The worst 3D ideas and how they lost the battle against 2D
They said 2020 was a time to settle down and appreciate what we have, so we gave it an honest shot. As an AI company, we tend to get carried away with hope and praise for every novel technology, but this time we allowed ourselves to get a little bit nostalgic and root against progress. As a homage to Complete the look – 2D mood board, our personalized 2D product display, we looked at other things that are still better, way better, in 2 dimensions.
Movies
For more than a century the art of cinema evolved around making images and light pop out from the flat screen and into viewers’ hearts. Film theorists might say there is an unwritten contract between the movie and the audience, where the latter suspends its disbelief and immerses in the flat screen emotionally, intellectually, and viscerally.
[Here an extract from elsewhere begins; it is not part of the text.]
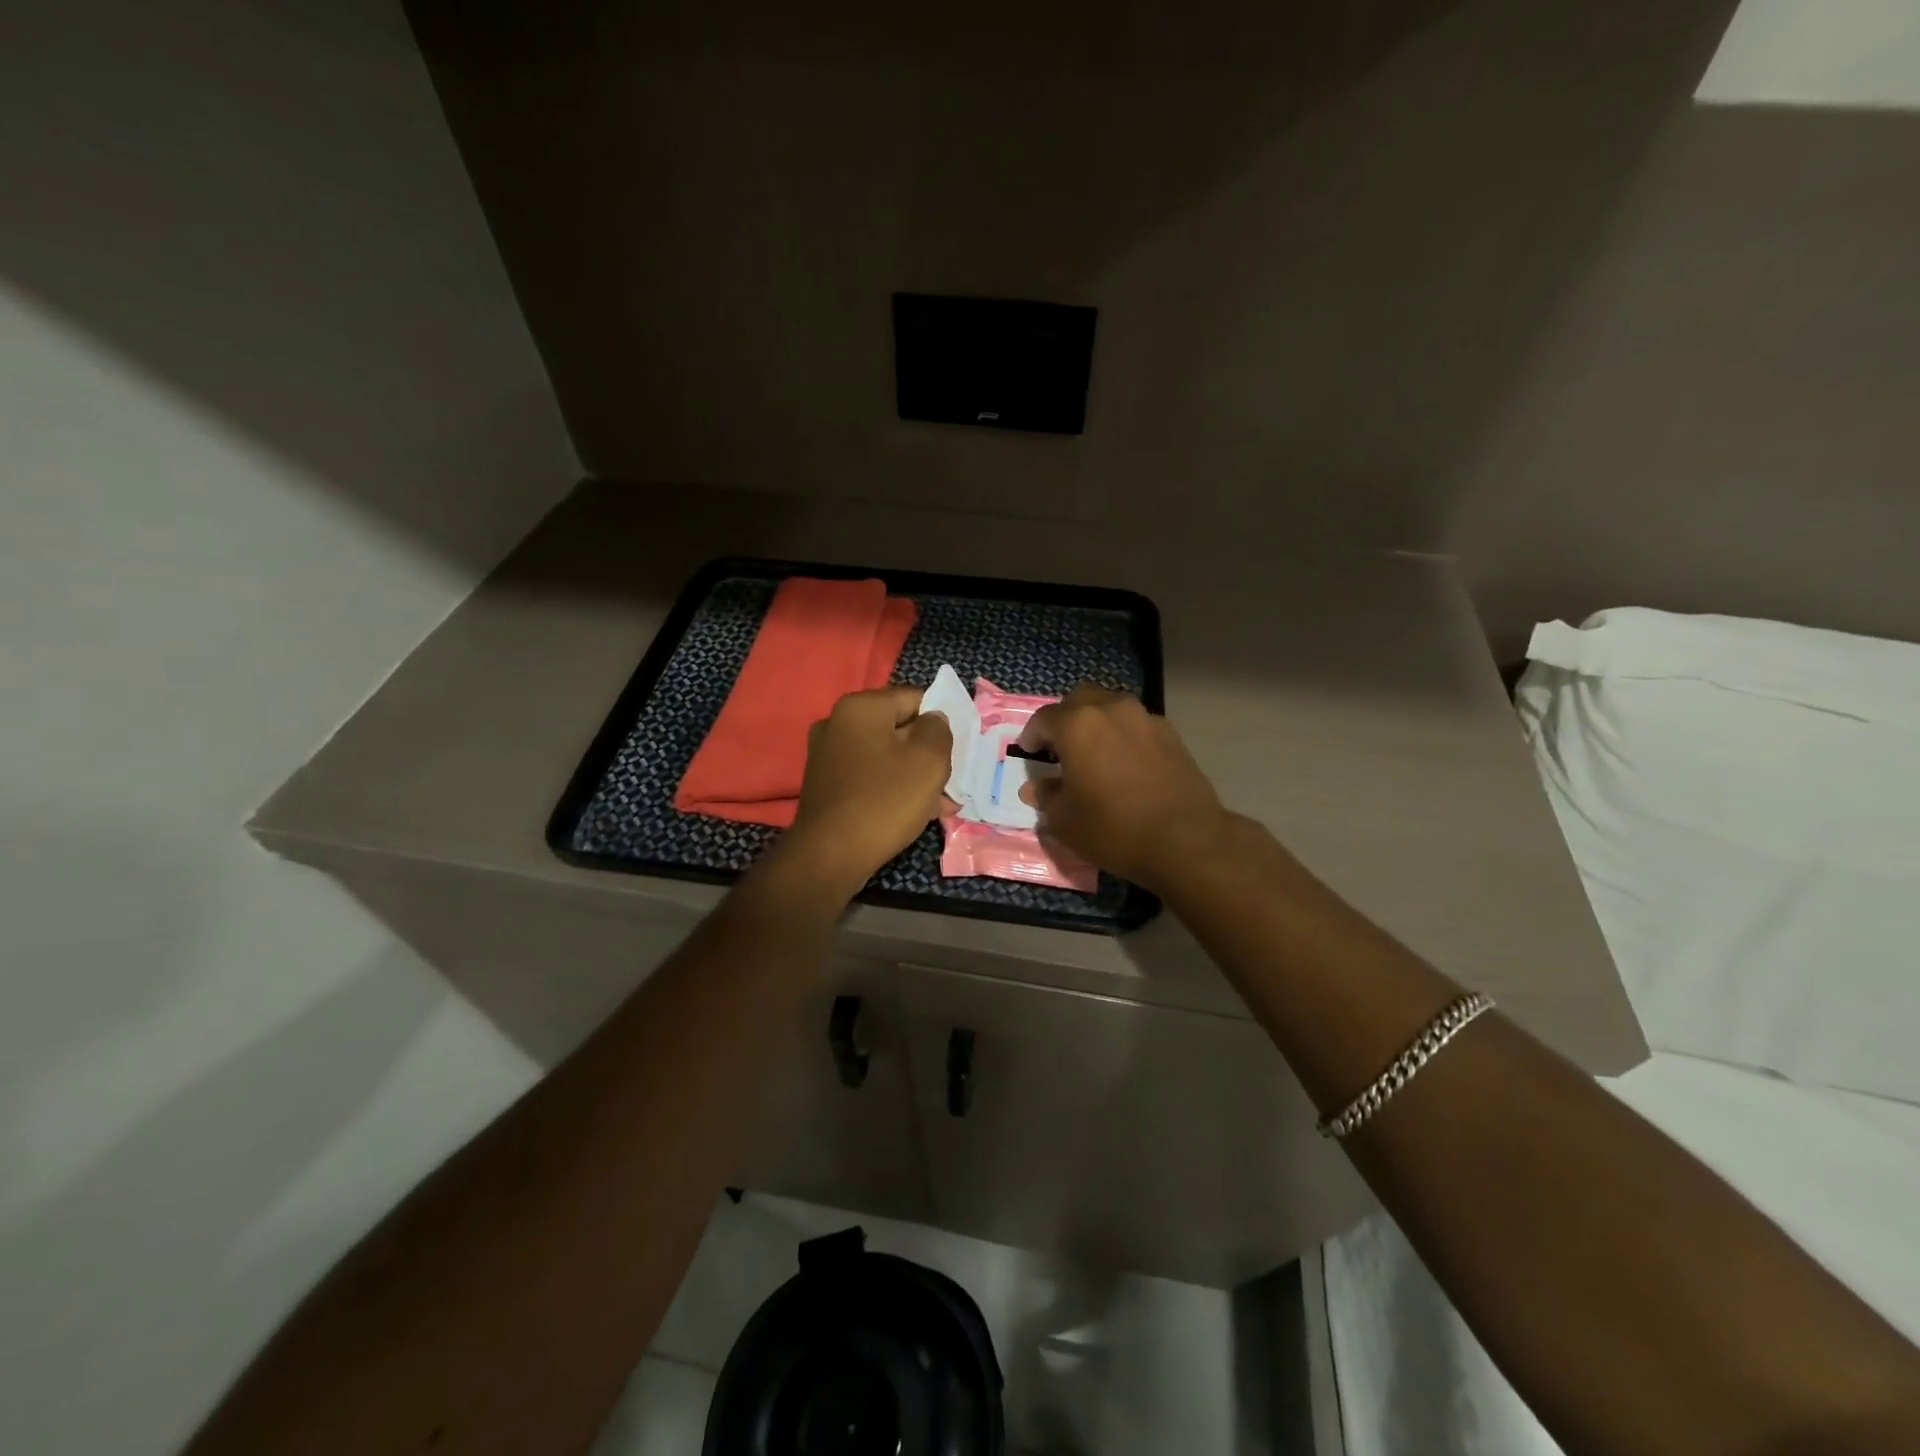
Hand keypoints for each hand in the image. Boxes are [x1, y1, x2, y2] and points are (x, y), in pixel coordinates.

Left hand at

The 3D film experience, to an extent, undermines this contract in trying too hard, reaching too far and robbing viewers of active participation with overpowering visuals. OR, it’s just that 3D films are expensive to make, 3D glasses are annoying (and do not work for the colorblind), and they make you nauseous. You can expect this gimmick to keep coming back now and then, at times to box office success, but it will never possess the magic of pure, good-old 2D movies.
Crosswalks
Pedestrian crossing, crosswalk, or zebra stripes- whatever you want to call it, slow down when you see it. This is not a complicated instruction. However, there was a point in time when towns in Iceland, France, India, and other countries, figured it’s a good idea to paint crosswalks as optical illusions and scare drivers into slowing down. Yes, we’ve come to a point of such little trust in those behind the wheel, where messing with their perception while they’re driving makes sense. If you have not seen a 3D crosswalk near you, it’s probably because this experiment finally failed.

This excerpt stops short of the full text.